El centro de entrenamiento de Benton también vive su propia revolución, con una reconstrucción profunda en los últimos meses. El mensaje es nítido: el club se está preparando para operar como una entidad de la parte alta de la Premier League en todos los frentes, no solo en el césped.

De LIV Golf a la Premier: reajuste de estrategia saudí

El giro en Newcastle llega en paralelo a otro movimiento de calado del PIF. En abril, el fondo confirmó que dejará de financiar LIV Golf tras la temporada 2026, al considerar que el proyecto ya no encaja con su estrategia actualizada. Se calcula que la aventura en el circuito de golf ha costado al PIF unos 4.000 millones de libras.

Ese repliegue en el golf contrasta con la voluntad de consolidar y potenciar su apuesta en el fútbol inglés. En lugar de seguir cargando el balance del club con deuda o financiación directa, el PIF busca ahora socios que compartan el riesgo y el potencial crecimiento de Newcastle.

Ingresos al alza, pero aún lejos de la élite

Desde la llegada del PIF en 2021, la facturación de Newcastle se ha disparado: de unos 140 millones de libras a más de 400 millones.

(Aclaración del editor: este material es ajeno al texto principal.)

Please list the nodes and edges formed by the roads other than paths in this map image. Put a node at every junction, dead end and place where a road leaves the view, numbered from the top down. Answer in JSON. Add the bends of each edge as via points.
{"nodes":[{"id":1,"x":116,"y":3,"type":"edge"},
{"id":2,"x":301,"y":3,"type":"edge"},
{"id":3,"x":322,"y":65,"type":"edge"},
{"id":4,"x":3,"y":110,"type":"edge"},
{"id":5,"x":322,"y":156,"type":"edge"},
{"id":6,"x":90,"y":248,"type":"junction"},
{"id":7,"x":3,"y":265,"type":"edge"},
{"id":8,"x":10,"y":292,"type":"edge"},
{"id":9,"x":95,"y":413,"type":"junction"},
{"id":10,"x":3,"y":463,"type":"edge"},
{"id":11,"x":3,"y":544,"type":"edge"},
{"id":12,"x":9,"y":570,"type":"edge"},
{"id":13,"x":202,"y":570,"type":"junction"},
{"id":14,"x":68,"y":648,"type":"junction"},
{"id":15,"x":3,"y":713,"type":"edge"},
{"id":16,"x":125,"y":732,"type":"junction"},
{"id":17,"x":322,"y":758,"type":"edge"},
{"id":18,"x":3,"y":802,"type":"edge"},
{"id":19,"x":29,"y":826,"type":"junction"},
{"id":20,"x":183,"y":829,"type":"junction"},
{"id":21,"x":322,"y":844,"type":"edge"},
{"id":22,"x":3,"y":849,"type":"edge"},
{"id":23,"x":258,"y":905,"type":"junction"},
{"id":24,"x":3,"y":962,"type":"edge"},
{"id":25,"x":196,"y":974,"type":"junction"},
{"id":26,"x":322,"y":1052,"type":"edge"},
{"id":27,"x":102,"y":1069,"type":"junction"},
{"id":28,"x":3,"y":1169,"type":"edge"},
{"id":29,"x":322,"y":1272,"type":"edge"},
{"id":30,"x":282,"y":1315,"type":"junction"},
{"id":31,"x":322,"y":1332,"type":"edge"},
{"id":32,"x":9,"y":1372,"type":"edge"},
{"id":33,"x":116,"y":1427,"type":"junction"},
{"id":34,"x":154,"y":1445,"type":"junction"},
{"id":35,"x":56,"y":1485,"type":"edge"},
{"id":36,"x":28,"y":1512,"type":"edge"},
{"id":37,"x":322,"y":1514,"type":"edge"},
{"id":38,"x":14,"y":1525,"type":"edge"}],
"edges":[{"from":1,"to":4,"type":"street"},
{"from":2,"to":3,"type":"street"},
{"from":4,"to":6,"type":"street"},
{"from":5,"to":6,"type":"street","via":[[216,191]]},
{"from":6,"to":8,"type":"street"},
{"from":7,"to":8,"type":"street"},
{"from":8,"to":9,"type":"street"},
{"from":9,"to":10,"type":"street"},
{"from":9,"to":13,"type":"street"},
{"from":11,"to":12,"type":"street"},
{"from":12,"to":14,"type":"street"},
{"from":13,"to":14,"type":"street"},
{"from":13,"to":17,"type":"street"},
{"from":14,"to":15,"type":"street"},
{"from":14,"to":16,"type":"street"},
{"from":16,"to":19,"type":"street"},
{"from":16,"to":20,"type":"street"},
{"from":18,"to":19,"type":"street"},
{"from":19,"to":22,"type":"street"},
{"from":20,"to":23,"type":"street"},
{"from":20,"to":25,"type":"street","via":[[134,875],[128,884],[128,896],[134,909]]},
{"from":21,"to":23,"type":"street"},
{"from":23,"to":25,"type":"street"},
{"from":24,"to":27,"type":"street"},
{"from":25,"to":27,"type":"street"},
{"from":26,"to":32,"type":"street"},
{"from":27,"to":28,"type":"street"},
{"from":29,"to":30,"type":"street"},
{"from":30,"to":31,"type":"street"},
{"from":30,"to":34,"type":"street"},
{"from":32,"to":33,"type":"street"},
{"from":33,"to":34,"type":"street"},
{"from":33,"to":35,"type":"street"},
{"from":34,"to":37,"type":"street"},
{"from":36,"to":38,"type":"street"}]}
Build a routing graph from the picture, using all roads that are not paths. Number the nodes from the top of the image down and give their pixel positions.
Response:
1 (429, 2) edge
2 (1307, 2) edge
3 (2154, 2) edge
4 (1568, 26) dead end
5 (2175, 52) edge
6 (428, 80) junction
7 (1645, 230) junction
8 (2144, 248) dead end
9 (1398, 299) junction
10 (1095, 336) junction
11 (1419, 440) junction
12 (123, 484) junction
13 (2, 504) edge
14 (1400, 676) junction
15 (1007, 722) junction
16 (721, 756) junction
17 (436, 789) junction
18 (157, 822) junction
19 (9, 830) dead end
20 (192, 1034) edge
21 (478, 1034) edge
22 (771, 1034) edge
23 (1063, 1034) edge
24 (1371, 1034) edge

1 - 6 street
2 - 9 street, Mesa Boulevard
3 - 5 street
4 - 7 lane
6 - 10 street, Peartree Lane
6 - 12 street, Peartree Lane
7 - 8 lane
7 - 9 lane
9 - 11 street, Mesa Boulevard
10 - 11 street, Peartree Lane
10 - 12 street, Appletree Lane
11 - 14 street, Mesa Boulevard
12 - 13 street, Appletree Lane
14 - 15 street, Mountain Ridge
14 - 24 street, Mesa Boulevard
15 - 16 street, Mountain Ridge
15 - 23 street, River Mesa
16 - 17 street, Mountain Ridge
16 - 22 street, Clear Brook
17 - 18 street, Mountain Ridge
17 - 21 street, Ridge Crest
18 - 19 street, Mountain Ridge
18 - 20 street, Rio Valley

El salto es enorme, pero el contexto de la Premier League es implacable.

Manchester City y Arsenal ya se mueven por encima de los 700 millones de ingresos anuales. Esa brecha marca la urgencia de proyectos como el nuevo estadio, la ciudad deportiva de Woolsington y la expansión del área comercial alrededor de St James’ Park. Sin un crecimiento agresivo de los ingresos, competir de forma sostenida con los gigantes se convierte en una quimera.

Por eso, la posible venta de hasta un 25 por ciento de la participación del PIF no es un signo de debilidad, sino una apuesta por escalar. Un sacrificio de control porcentual para ganar músculo financiero.

La pregunta, ahora, es quién se atreverá a entrar en este tablero: un club con una ciudad volcada, un estadio mítico en plena transformación y un plan que apunta alto. Muy alto.